Duration of Resuscitation Efforts and Functional Outcome After Out-of-Hospital Cardiac Arrest
When Should We Change to Novel Therapies?
Background—Functionally favorable survival remains low after out-of-hospital cardiac arrest. When initial interventions fail to achieve the return of spontaneous circulation, they are repeated with little incremental benefit. Patients without rapid return of spontaneous circulation do not typically survive with good functional outcome. Novel approaches to out-of-hospital cardiac arrest have yielded functionally favorable survival in patients for whom traditional measures had failed, but the optimal transition point from traditional measures to novel therapies is ill defined. Our objective was to estimate the dynamic probability of survival and functional recovery as a function of resuscitation effort duration to identify this transition point.

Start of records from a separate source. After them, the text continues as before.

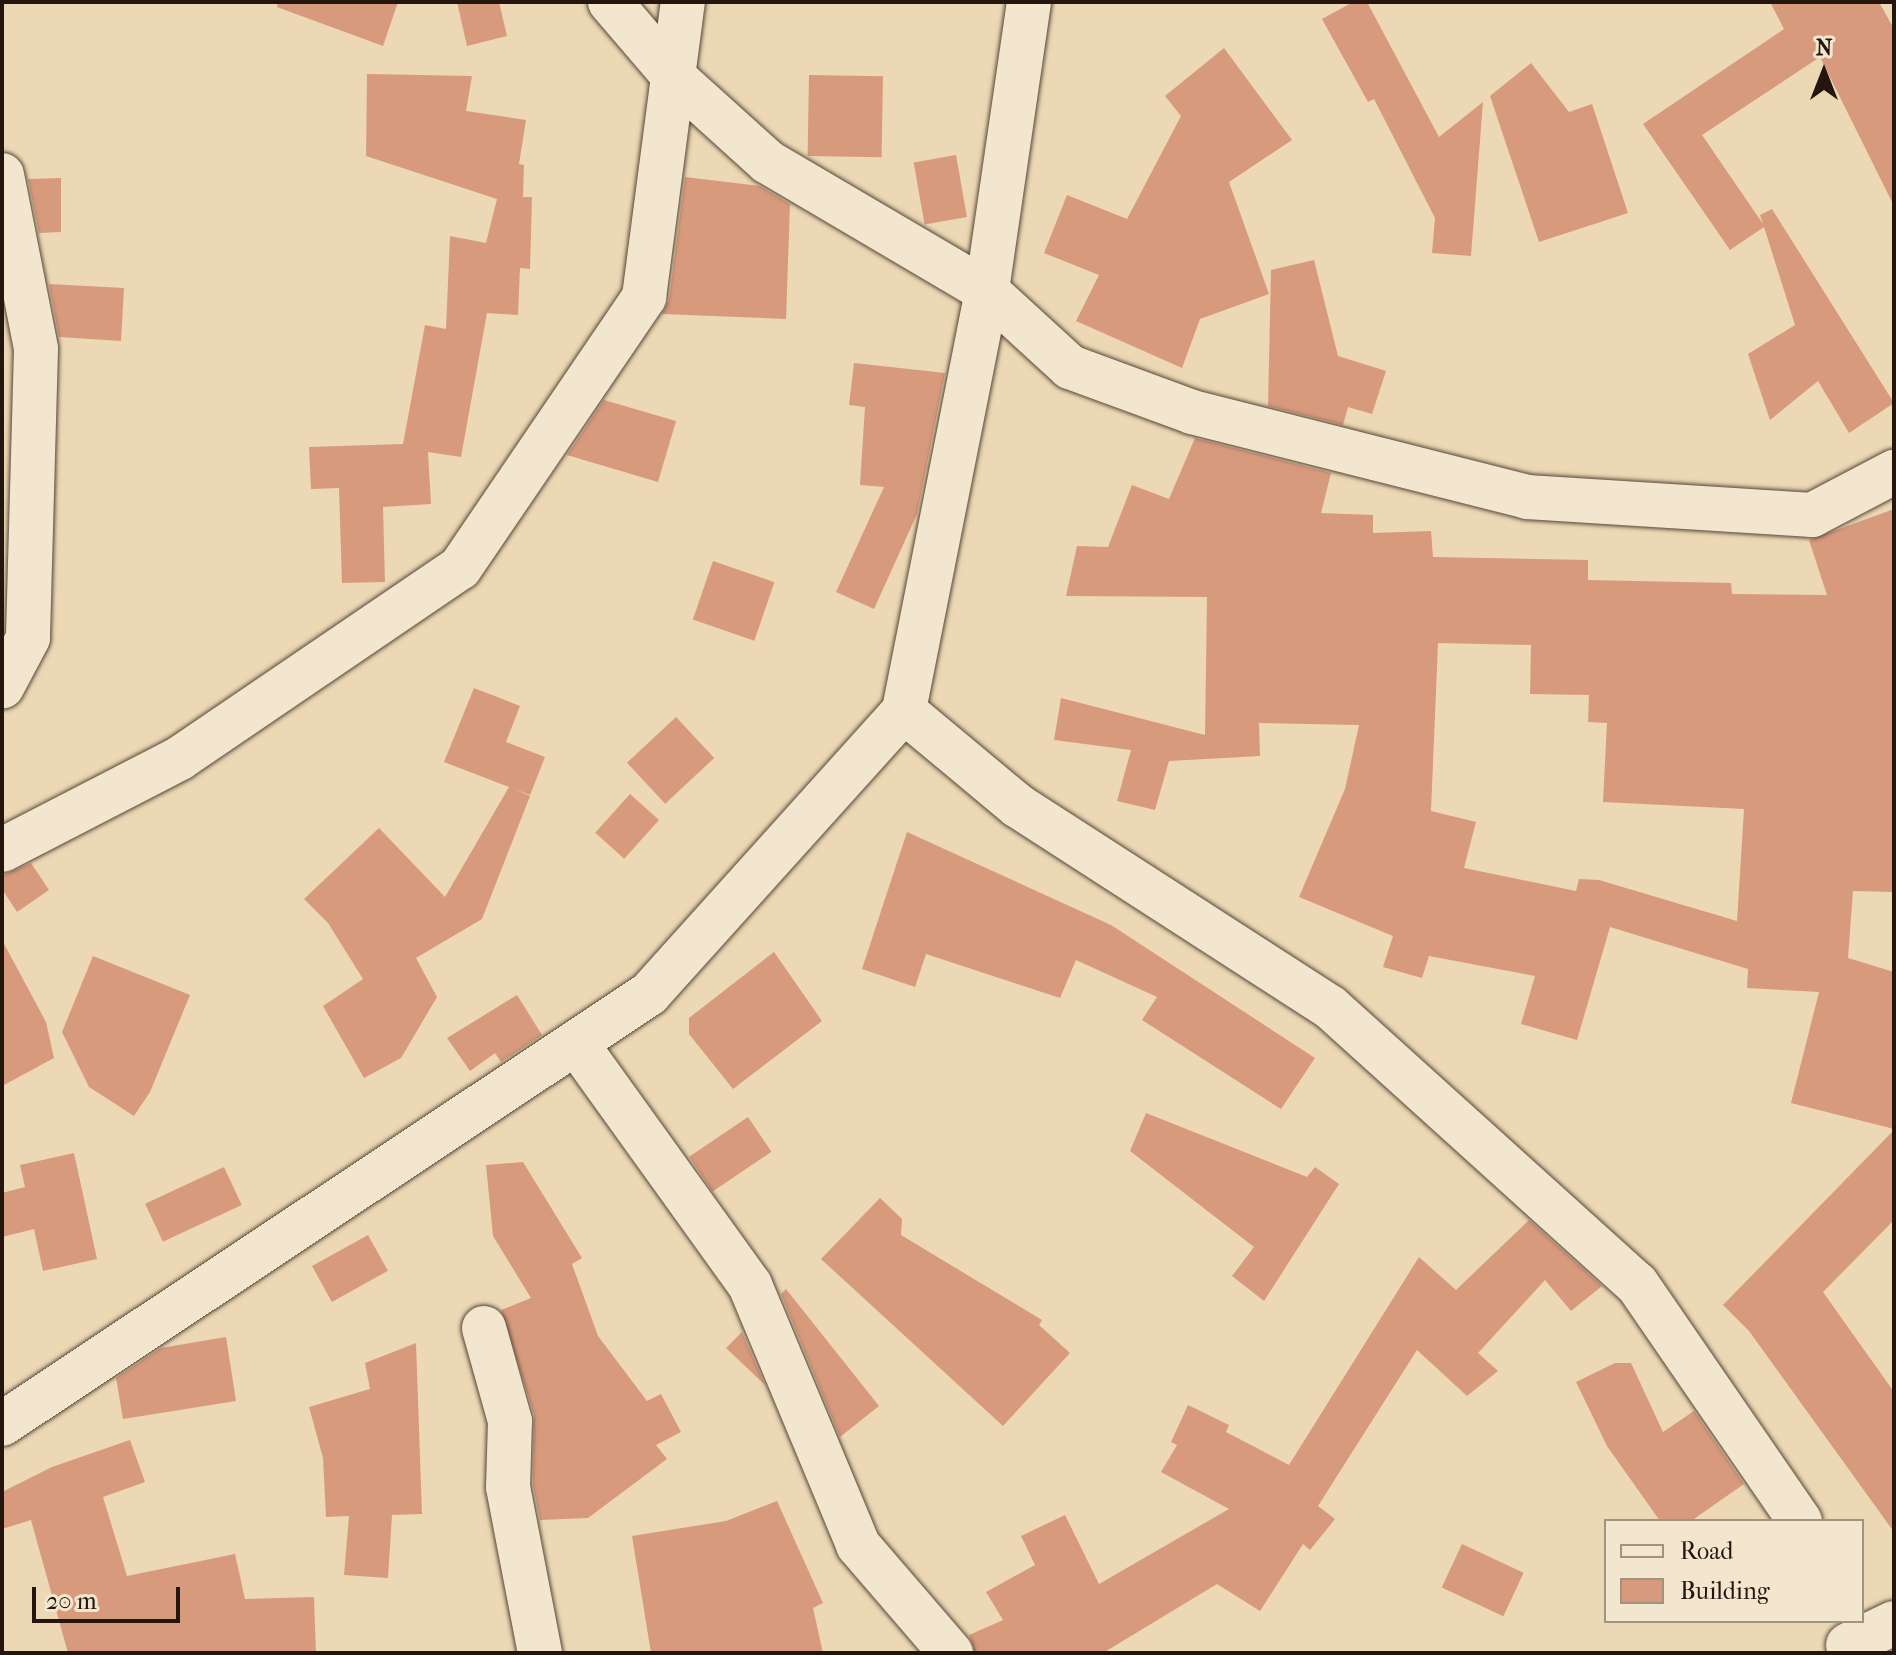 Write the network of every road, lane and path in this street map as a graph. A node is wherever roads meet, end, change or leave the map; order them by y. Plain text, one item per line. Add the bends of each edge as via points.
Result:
1 (610, 2) edge
2 (683, 2) edge
3 (1029, 2) edge
4 (676, 79) junction
5 (2, 175) edge
6 (987, 291) junction
7 (1894, 472) edge
8 (2, 687) edge
9 (904, 711) junction
10 (2, 850) edge
11 (576, 1043) junction
12 (484, 1328) dead end
13 (2, 1424) edge
14 (1799, 1519) edge
15 (1894, 1623) edge
16 (1845, 1640) edge
17 (540, 1653) edge
18 (951, 1653) edge

1 - 4 street
2 - 4 street
3 - 6 street
4 - 6 street via 768,162
4 - 10 street via 644,297 460,568 180,758
5 - 8 street via 36,349 28,638
6 - 7 street via 1070,367 1192,412 1527,497 1812,515
6 - 9 street
9 - 11 street via 649,994
9 - 14 street via 1018,806 1330,1007 1637,1284
11 - 13 street
11 - 18 street via 750,1285 858,1545
12 - 17 street via 510,1421 508,1487
15 - 16 street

Methods and Results—Retrospective cohort study of a cardiac arrest database at a single site. We included 1014 adult (≥18 years) patients experiencing nontraumatic out-of-hospital cardiac arrest between 2005 and 2011, defined as receiving cardiopulmonary resuscitation or defibrillation from a professional provider. We stratified by functional outcome at hospital discharge (modified Rankin scale). Survival to hospital discharge was 11%, but only 6% had a modified Rankin scale of 0 to 3. Within 16.1 minutes of cardiopulmonary resuscitation, 89.7% (95% confidence interval, 80.3%–95.8%) of patients with good functional outcome had achieved return of spontaneous circulation, and the probability of good functional recovery fell to 1%. Adjusting for prehospital and inpatient covariates, cardiopulmonary resuscitation duration (minutes) is independently associated with favorable functional status at hospital discharge (odds ratio, 0.84; 95% confidence interval, 0.72–0.98; P=0.02).

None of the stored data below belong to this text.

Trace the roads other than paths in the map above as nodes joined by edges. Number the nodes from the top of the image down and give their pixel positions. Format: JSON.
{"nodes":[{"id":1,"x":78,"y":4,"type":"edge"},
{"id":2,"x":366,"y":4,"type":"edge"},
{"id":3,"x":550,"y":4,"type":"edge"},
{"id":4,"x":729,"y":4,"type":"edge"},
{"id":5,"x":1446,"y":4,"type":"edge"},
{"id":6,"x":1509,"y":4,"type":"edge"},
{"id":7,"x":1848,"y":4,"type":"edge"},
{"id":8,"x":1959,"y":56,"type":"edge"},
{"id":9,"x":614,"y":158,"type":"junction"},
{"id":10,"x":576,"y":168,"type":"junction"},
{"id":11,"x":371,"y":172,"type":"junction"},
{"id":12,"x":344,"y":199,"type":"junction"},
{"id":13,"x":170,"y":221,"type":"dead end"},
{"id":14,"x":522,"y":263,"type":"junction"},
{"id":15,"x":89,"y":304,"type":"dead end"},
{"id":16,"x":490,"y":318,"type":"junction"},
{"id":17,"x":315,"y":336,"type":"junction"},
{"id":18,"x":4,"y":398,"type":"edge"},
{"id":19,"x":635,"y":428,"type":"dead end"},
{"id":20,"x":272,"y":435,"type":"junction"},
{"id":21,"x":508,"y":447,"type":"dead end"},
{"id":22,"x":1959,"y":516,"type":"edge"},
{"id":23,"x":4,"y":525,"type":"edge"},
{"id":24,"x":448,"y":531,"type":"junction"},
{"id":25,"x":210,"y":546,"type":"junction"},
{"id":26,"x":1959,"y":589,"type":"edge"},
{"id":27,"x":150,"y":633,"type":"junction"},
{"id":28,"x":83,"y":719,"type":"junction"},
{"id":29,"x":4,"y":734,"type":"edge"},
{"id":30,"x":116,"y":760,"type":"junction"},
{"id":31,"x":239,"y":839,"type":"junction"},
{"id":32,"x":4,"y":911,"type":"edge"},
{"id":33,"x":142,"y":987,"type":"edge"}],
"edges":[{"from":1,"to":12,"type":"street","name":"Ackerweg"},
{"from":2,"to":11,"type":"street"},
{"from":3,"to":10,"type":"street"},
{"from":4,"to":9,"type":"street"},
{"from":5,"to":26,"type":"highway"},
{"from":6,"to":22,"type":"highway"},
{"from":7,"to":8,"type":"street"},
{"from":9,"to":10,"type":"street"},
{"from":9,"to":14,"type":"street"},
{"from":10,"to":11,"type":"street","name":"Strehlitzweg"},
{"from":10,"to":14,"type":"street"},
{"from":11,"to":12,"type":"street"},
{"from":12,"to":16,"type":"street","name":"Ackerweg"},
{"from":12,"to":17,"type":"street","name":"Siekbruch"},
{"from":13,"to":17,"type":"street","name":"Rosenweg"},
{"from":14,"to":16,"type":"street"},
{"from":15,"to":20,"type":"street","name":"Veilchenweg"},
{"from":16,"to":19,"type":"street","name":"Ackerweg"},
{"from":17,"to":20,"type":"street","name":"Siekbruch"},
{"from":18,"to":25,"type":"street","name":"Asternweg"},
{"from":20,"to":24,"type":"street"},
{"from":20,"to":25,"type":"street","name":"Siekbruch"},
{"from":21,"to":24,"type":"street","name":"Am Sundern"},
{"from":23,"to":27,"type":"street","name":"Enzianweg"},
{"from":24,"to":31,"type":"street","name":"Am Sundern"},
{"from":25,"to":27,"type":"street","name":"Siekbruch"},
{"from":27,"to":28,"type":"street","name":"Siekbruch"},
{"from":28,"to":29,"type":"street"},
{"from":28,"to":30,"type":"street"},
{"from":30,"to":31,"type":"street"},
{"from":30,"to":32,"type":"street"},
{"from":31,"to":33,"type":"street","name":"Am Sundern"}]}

Conclusions—The probability of survival to hospital discharge with a modified Rankin scale of 0 to 3 declines rapidly with each minute of cardiopulmonary resuscitation. Novel strategies should be tested early after cardiac arrest rather than after the complete failure of traditional measures.
- Received March 4, 2013.
- Accepted August 9, 2013.
- © 2013 American Heart Association, Inc.